The shipwrecked priest has a big part in the story, too. Read on.

Next, Cortes sailed around the tip of the Yucatan to a spot in the Mayan territory of Tabasco he'd heard was loaded with gold and silver. But when the Spaniards got there, they only thing they found was an army of Tabascans -- who greeted the invaders with showers of arrows and spears.

After slugging it out for a few days, the conquistadores made friends with the local folks. They exchanged gifts to seal the deal. Cortes gave the Tabascans a sack of pretty green and blue beads and a large cross (carved from one of the Mayans' sacred ceiba trees). They gave Cortes a dozen or so hens, baskets of fruit and 20 female slaves.

A heads up: One of the slaves was Malinalli.

Perhaps trying to get rid of Cortes, the Tabascans told him he'd find a golden bonanza in a city way up the coast in the land of the Aztecs. So off the fleet went to the rich city (now Veracruz) carrying Cortes, the ships' crews, 508 troopers armed to the teeth, 16 war horses, a pack of attack dogs, the freed priest and the 20 slaves.

Along the way, Cortes figured out how he'd communicate with the Nahuatl-speaking Aztecs. First, he learned the priest, Jeronimo de Aguilar, had picked up the Mayan language while he was in captivity. Then, someone told Cortes about Malinalli, who not only spoke Mayan but also Nahuatl, her original language. Promoted from slave to interpreter, she was given the Christian name, Marina.

When they landed at Veracruz, Cortes ran across a group of Aztecs who'd come from their capital city of Tenochtitlan (now Mexico City) to collect taxes from the local Totonacas.

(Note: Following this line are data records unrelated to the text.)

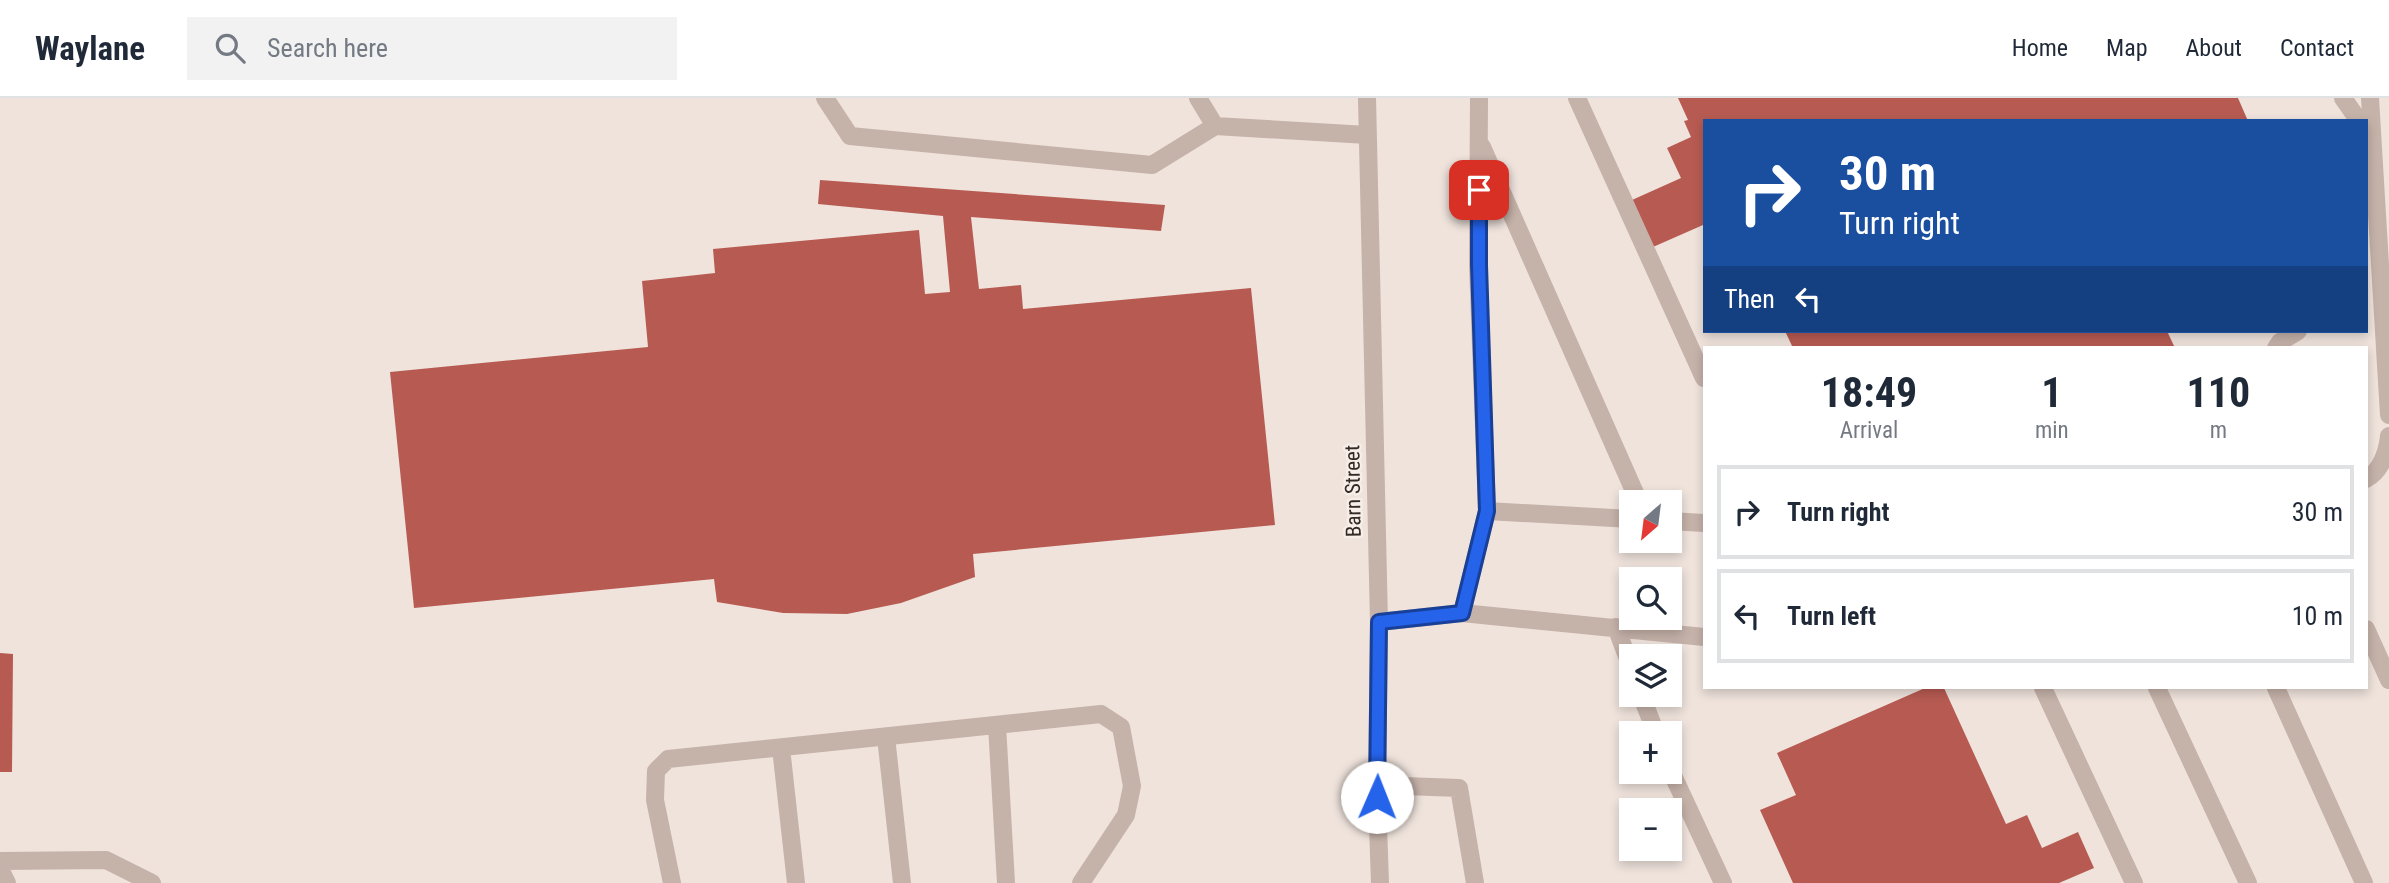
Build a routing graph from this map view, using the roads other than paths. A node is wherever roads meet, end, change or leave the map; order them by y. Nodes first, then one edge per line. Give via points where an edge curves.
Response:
1 (825, 98) edge
2 (1198, 98) edge
3 (1367, 98) edge
4 (1479, 98) edge
5 (1577, 98) edge
6 (2343, 98) edge
7 (2371, 98) edge
8 (2358, 119) edge
9 (1215, 126) junction
10 (1367, 135) junction
11 (2370, 136) edge
12 (1479, 140) junction
13 (2373, 282) edge
14 (2295, 333) edge
15 (2277, 346) edge
16 (1703, 375) edge
17 (2389, 415) edge
18 (2389, 436) edge
19 (2375, 477) edge
20 (1634, 490) edge
21 (1487, 511) junction
22 (1619, 518) edge
23 (1682, 522) edge
24 (1703, 523) edge
25 (1462, 613) junction
26 (1379, 622) junction
27 (1616, 627) junction
28 (2368, 633) edge
29 (1703, 637) edge
30 (1622, 644) edge
31 (2389, 680) edge
32 (2043, 689) edge
33 (2157, 689) edge
34 (2276, 689) edge
35 (997, 725) junction
36 (886, 737) junction
37 (781, 748) junction
38 (1677, 784) edge
39 (1377, 785) junction
40 (0, 861) edge
41 (0, 869) edge
42 (7, 883) edge
43 (152, 883) edge
44 (671, 883) edge
45 (796, 883) edge
46 (902, 883) edge
47 (1006, 883) edge
48 (1081, 883) edge
49 (1380, 883) edge
50 (1475, 883) edge
51 (1723, 883) edge
52 (2134, 883) edge
53 (2248, 883) edge
54 (2364, 883) edge

1 - 9 street via 850,136 1152,165
2 - 9 street
3 - 10 street, Barn Street
4 - 12 street
5 - 16 street
6 - 8 street
7 - 11 street
9 - 10 street
10 - 26 street, Barn Street
11 - 13 street
12 - 20 street
12 - 21 street
13 - 17 street
14 - 15 street
18 - 19 street via 2387,455
21 - 22 street
21 - 25 street
23 - 24 street
25 - 26 street
25 - 27 street
26 - 39 street, Barn Street
27 - 29 street
27 - 30 street
28 - 31 street
32 - 52 street
33 - 53 street
34 - 54 street
35 - 36 street
35 - 47 street
35 - 48 street via 1101,714 1121,727 1132,786 1126,815
36 - 37 street
36 - 46 street
37 - 44 street via 668,759 656,771 655,800
37 - 45 street
38 - 51 street
39 - 49 street, Barn Street
39 - 50 street via 1459,788
40 - 43 street via 106,860
41 - 42 street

They communicated like this: The tax men first talked to Marina in Nahuatl, then she told Geronimo what they said in Mayan, and then Geronimo passed this along to Cortes in Spanish.

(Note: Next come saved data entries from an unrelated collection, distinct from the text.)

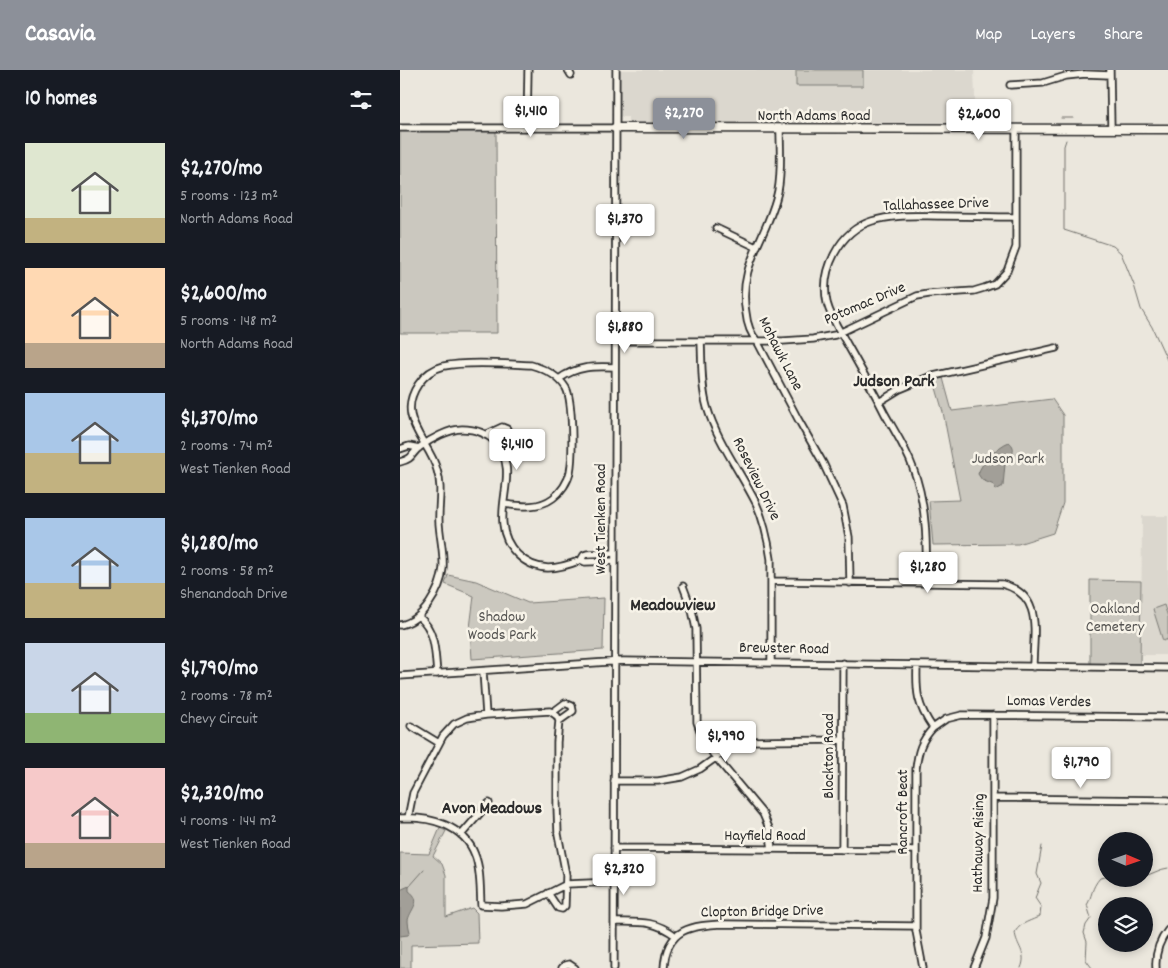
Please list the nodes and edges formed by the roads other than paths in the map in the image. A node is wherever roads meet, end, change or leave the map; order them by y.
1 (528, 70) edge
2 (616, 70) edge
3 (1110, 73) edge
4 (1010, 85) dead end
5 (400, 128) edge
6 (527, 128) junction
7 (615, 128) junction
8 (1111, 129) junction
9 (780, 130) junction
10 (1016, 130) junction
11 (1168, 130) edge
12 (1015, 217) junction
13 (716, 228) dead end
14 (756, 247) junction
15 (840, 333) junction
16 (615, 341) junction
17 (757, 341) junction
18 (701, 342) junction
19 (1056, 348) dead end
20 (615, 366) junction
21 (559, 378) junction
22 (879, 402) junction
23 (485, 435) junction
24 (426, 444) junction
25 (499, 447) junction
26 (419, 448) junction
27 (400, 449) edge
28 (400, 462) edge
29 (504, 504) junction
30 (614, 553) junction
31 (581, 560) junction
32 (614, 561) junction
33 (771, 581) junction
34 (850, 582) junction
35 (926, 583) junction
36 (682, 586) dead end
37 (419, 617) junction
38 (400, 625) edge
39 (614, 661) junction
40 (697, 662) junction
41 (771, 662) junction
42 (843, 663) junction
43 (917, 665) junction
44 (1033, 667) junction
45 (1168, 668) edge
46 (483, 671) junction
47 (437, 674) junction
48 (400, 676) edge
49 (553, 712) junction
50 (486, 715) junction
51 (993, 715) junction
52 (1168, 716) edge
53 (559, 721) junction
54 (412, 726) dead end
55 (933, 728) junction
56 (843, 740) junction
57 (439, 743) junction
58 (716, 757) junction
59 (614, 781) junction
60 (994, 798) junction
61 (1168, 800) edge
62 (489, 803) dead end
63 (400, 818) edge
64 (408, 818) junction
65 (461, 835) junction
66 (614, 848) junction
67 (772, 849) junction
68 (842, 850) junction
69 (916, 850) junction
70 (614, 882) junction
71 (567, 884) junction
72 (548, 893) junction
73 (614, 922) junction
74 (916, 926) junction
75 (1168, 930) edge
76 (676, 936) junction
77 (562, 968) edge
78 (574, 968) edge
79 (614, 968) edge
80 (664, 968) edge
81 (923, 968) edge
82 (974, 968) edge
83 (1156, 968) edge

1 - 6 street
2 - 7 street, West Tienken Road
3 - 4 street
3 - 8 street
5 - 6 street, North Adams Road
6 - 7 street, North Adams Road
7 - 9 main road, North Adams Road
7 - 16 street, West Tienken Road
8 - 10 main road, North Adams Road
8 - 11 main road, North Adams Road
9 - 10 main road, North Adams Road
9 - 14 street, Mohawk Lane
10 - 12 street, Potomac Drive
12 - 15 street, Potomac Drive
12 - 15 street, Tallahassee Drive
13 - 14 street
14 - 17 street, Mohawk Lane
15 - 17 street, Potomac Drive
15 - 22 street, Tallahassee Drive
16 - 18 street, Potomac Drive
16 - 20 street, West Tienken Road
17 - 18 street, Potomac Drive
17 - 34 street, Mohawk Lane
18 - 33 street, Roseview Drive
19 - 22 street
20 - 21 street
20 - 30 street, West Tienken Road
21 - 24 street
21 - 29 street
22 - 35 street, Tallahassee Drive
23 - 24 street
23 - 25 street
23 - 25 street
24 - 26 street
24 - 37 street
25 - 29 street
26 - 27 street
26 - 28 street
29 - 31 street
30 - 31 street
30 - 32 street, West Tienken Road
31 - 32 street
32 - 39 street, West Tienken Road
33 - 34 street
33 - 41 street, Roseview Drive
34 - 35 street
35 - 44 street
36 - 40 street
37 - 38 street
37 - 47 street
39 - 40 street, Brewster Road
39 - 46 street, Brewster Road
39 - 59 street, West Tienken Road
40 - 41 street, Brewster Road
40 - 58 street
41 - 42 street, Brewster Road
42 - 43 street, Brewster Road
42 - 56 street, Blockton Road
43 - 44 street, Brewster Road
43 - 55 street
44 - 45 street, Brewster Road
46 - 47 street, Brewster Road
46 - 50 street
47 - 48 street, Brewster Road
49 - 50 street
49 - 53 street
49 - 53 street
50 - 57 street
51 - 52 street, Lomas Verdes
51 - 55 street, Lomas Verdes
51 - 60 street, Hathaway Rising
53 - 71 street
54 - 57 street
55 - 69 street, Rancroft Beat
56 - 58 street
56 - 68 street, Blockton Road
57 - 64 street
58 - 59 street
58 - 67 street
59 - 66 street, West Tienken Road
60 - 61 street
60 - 82 street, Hathaway Rising
62 - 65 street
63 - 64 street
64 - 65 street
65 - 72 street
66 - 67 street, Hayfield Road
66 - 70 street, West Tienken Road
67 - 68 street, Hayfield Road
68 - 69 street, Hayfield Road
69 - 74 street, Rancroft Beat
70 - 71 street
70 - 73 street, West Tienken Road
71 - 72 street
71 - 72 street
73 - 76 street
73 - 79 street, West Tienken Road
74 - 76 street, Clopton Bridge Drive
74 - 81 street, Rancroft Beat
75 - 83 street
76 - 80 street
77 - 78 street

Here the plot thickens. Marina, it seems, held a grudge against the Aztecs, remembering that they'd sold her into slavery. So, as the tale goes, she kind of let it slip that the Aztec tax collectors had mentioned something about golden temples in Tenochtitlan.

The next part of the story is right out of the 1947 hit movie, Captain From Castile, in which Cortes (played by Cesar Romero) moves his army inland on a 280-mile march to the capital. In the picture, emissaries from Moctezuma show up along the way to tell Cortes there was nothing worth looting in Tenochtitlan, so he might as well go back to Veracruz. Of course the messages were delivered to Marina (played by the famous Mexican actress Estela Inda), who may not have translated them completely accurately.

Cortes moved forward with visions of a golden Shangri-La in the Mexican highlands.

After awhile, Marina learned Spanish, thus freeing Jeronimo to go back to saving souls.

One can only wonder what Cortes really said to Moctezuma (by way of Marina), and what Moctezuma told Cortes (again, translated by Marina), when the two leaders finally met on the outskirts of Tenochtitlan. In any event, Moctezuma, somehow believing Cortes was the long-lost great god of the Aztecs, handed over the city without a fight.

There was a fight for Tenochtitlan later on, which the Spaniards won. The Aztec empire was officially conquered a few years later. The Mayans held out for another 170 years.

Cortes was rewarded for the conquest by King Charles of Spain, who named him governor, captain general and chief justice of what became known as New Spain. He lost the titles later on in political coups.

And how was Marina rewarded for her contributions? Cortes named a volcano after her, built a house for her in a suburb of Tenochtitlan and fathered a baby with her. Cortes, who was married, arranged for Marina to tie the knot with one of his soldiers. She was last known as Senora Juan Caramillo.

Footnote: Copies of paintings showing Cortes and La Malinche are mostly bought by foreign tourists, because La Malinche is generally reviled as a traitor by Mexicans, akin to America's Benedict Arnold. Still, others believe she was a heroine who helped free Mexico from its bloodthirsty rulers and who aided Cortes in bringing Christianity to the country.